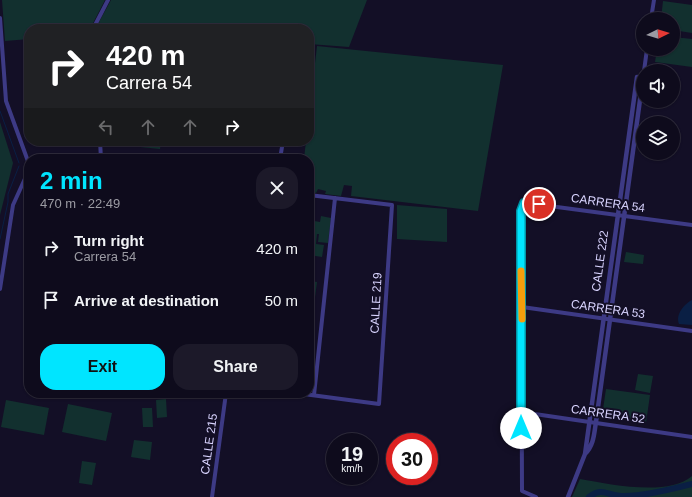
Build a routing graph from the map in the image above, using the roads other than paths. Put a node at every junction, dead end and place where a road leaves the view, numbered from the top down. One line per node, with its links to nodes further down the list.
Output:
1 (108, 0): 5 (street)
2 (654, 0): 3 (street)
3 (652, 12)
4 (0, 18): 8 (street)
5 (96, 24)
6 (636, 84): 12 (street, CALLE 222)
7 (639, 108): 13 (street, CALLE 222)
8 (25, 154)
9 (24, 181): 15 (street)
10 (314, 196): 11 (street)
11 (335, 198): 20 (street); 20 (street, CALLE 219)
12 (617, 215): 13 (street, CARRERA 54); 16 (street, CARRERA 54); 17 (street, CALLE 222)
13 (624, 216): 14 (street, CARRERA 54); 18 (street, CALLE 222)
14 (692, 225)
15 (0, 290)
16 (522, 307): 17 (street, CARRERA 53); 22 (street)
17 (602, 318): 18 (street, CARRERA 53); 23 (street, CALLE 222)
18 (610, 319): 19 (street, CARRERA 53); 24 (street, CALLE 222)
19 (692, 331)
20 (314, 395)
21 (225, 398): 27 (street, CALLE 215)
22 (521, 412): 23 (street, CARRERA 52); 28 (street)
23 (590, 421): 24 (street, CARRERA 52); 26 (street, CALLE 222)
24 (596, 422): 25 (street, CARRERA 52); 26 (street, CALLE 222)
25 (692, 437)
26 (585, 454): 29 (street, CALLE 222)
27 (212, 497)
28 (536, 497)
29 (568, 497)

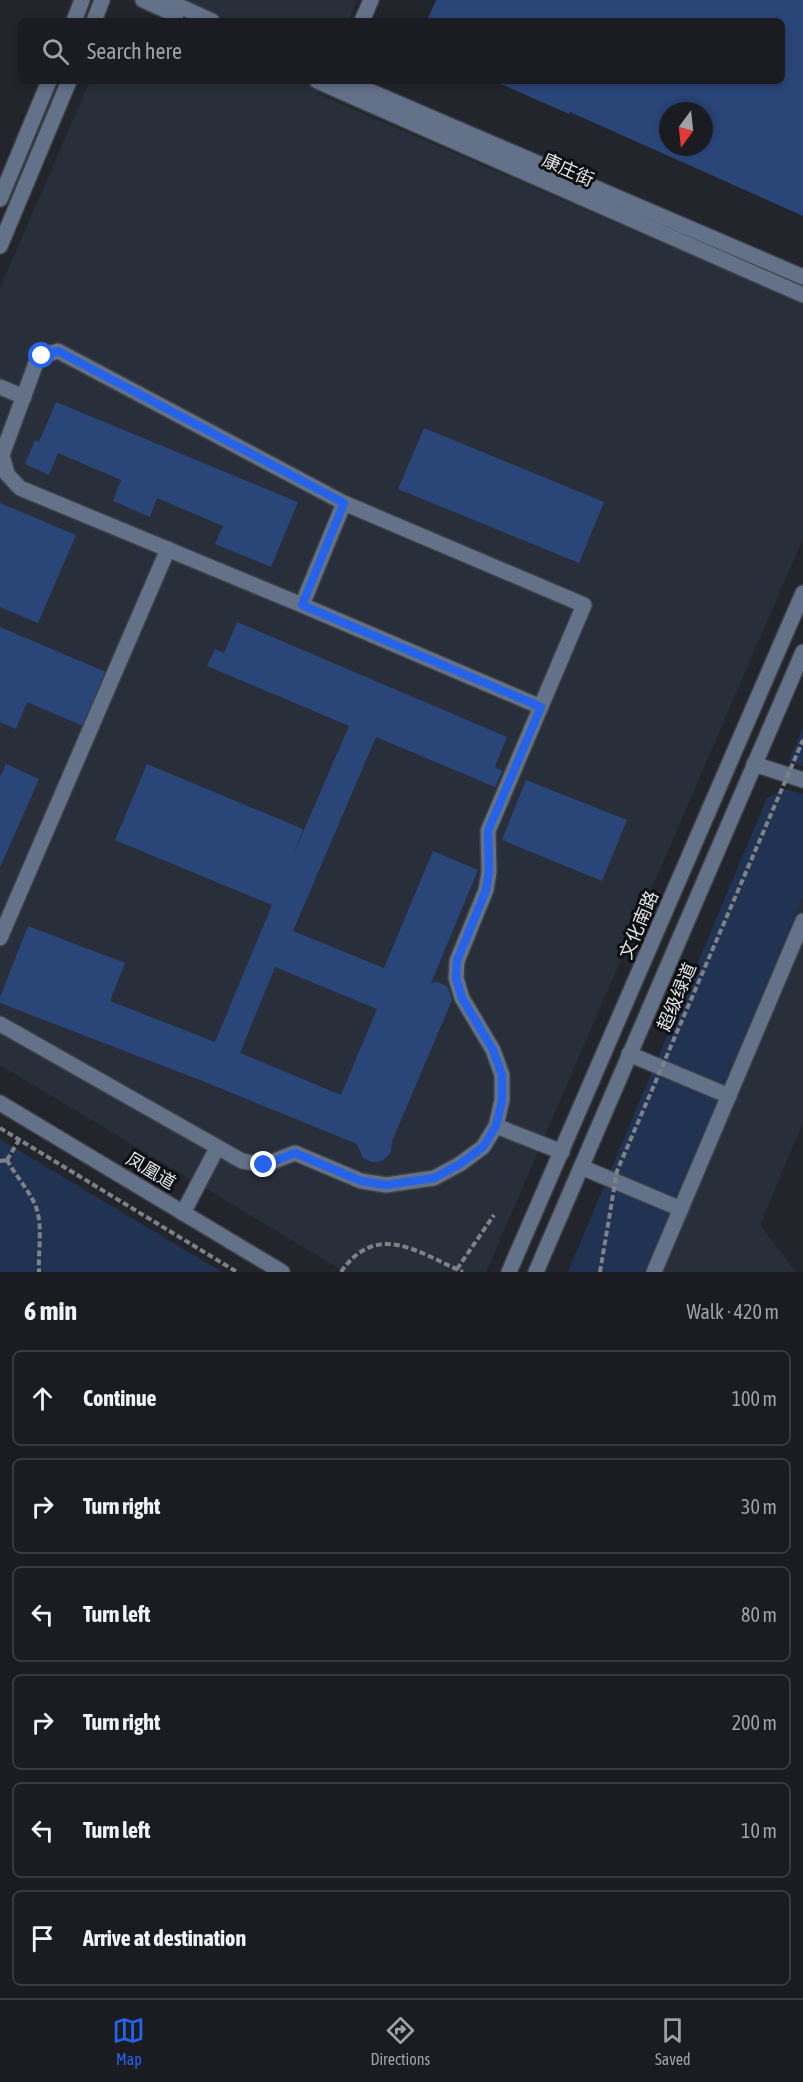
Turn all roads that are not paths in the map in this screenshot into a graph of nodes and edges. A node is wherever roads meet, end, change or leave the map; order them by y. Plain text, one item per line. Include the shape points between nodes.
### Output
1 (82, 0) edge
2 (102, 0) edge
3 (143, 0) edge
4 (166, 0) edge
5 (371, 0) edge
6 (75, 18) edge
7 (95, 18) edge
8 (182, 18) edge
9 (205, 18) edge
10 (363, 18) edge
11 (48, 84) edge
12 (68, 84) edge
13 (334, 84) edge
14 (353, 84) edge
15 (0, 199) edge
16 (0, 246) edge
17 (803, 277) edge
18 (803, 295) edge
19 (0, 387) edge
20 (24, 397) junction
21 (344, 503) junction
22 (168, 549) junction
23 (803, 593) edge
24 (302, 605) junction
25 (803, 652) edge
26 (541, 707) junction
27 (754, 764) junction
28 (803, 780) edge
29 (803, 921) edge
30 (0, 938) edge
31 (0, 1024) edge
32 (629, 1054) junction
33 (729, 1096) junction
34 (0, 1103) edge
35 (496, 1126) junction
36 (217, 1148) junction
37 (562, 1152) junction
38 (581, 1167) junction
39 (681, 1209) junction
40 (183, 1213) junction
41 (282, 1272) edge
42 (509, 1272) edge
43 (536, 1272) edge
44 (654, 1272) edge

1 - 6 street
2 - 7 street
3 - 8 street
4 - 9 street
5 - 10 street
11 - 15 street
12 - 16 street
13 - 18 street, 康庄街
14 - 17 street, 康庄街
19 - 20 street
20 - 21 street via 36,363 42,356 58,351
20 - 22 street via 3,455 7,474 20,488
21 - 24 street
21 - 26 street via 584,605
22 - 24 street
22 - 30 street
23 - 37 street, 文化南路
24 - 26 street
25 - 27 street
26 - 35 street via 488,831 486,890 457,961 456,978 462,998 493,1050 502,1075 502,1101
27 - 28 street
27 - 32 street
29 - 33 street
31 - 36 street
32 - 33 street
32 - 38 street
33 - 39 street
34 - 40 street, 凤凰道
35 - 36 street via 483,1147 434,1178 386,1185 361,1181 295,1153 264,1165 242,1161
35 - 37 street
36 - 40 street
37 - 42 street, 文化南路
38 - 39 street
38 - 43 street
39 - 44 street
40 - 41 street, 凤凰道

--

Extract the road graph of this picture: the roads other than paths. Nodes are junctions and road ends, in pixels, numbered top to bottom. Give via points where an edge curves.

---

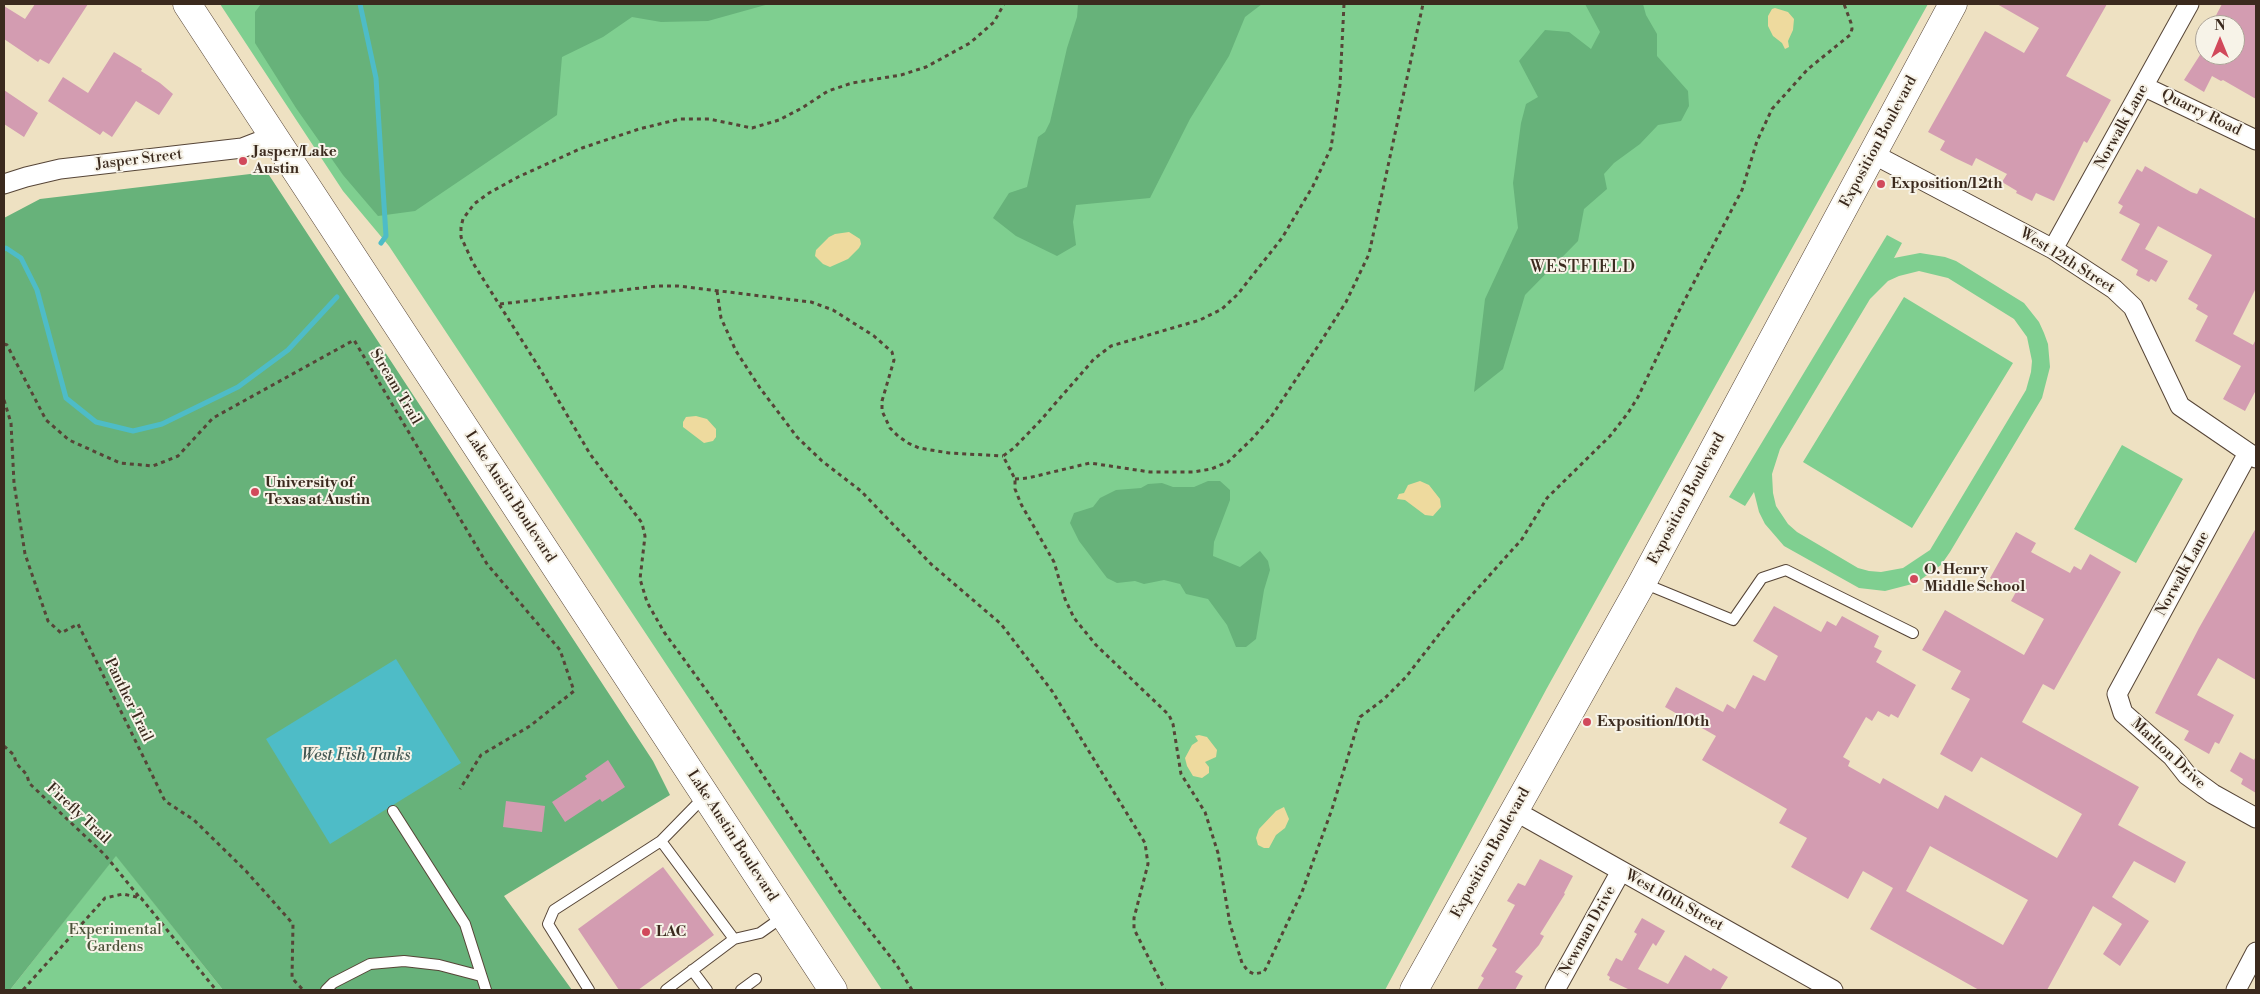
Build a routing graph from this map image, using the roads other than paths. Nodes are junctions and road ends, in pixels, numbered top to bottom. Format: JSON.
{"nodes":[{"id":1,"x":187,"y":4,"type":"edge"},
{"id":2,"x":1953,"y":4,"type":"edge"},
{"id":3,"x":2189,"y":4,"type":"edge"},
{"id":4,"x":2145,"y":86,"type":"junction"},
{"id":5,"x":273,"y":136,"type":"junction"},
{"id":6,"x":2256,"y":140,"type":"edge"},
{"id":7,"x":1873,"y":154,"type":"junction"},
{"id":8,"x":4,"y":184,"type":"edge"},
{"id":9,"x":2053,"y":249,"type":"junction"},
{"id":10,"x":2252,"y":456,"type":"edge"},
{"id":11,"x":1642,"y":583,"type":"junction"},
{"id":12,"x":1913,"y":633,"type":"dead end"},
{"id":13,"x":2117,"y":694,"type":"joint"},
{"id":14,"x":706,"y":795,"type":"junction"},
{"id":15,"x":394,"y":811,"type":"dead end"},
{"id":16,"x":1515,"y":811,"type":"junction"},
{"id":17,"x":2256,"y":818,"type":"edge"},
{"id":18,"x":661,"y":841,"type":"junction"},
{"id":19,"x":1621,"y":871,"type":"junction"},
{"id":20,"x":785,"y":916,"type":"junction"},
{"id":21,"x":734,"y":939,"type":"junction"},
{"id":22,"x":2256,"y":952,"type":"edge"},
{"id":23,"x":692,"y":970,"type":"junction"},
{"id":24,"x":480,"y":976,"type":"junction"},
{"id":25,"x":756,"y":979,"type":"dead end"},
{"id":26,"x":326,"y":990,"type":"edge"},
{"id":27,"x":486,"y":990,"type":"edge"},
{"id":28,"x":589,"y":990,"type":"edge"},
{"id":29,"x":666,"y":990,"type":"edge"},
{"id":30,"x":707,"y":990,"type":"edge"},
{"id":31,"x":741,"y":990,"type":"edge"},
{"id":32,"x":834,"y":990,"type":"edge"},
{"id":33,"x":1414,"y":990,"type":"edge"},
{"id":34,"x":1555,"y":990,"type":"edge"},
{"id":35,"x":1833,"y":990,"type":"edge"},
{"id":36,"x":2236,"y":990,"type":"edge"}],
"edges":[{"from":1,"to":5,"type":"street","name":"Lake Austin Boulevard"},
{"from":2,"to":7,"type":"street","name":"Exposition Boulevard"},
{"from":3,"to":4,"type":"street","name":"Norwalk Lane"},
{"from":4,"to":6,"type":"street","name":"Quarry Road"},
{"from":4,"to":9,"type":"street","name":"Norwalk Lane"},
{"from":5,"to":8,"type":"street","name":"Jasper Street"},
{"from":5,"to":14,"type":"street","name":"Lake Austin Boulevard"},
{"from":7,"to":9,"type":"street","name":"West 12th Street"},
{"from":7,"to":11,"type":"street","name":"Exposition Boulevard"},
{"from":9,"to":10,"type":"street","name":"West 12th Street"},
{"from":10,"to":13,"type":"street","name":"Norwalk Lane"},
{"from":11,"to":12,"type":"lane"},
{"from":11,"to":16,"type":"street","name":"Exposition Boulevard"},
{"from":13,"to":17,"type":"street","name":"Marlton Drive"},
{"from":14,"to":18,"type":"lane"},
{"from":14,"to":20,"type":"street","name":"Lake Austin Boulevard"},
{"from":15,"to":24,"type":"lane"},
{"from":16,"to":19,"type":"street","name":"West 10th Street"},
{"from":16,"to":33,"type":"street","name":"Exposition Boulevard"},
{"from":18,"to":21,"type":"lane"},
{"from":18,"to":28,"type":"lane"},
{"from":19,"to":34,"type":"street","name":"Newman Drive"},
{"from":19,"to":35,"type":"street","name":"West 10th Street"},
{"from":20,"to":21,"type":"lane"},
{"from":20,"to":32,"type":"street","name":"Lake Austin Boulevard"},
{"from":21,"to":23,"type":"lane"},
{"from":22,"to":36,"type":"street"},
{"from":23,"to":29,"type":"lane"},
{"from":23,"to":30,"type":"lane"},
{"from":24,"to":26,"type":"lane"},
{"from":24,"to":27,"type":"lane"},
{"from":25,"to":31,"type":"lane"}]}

- **Work instruction**
Report how many lines of the data contain the word "points", using the number alone.

- **Answer to the exercise**
2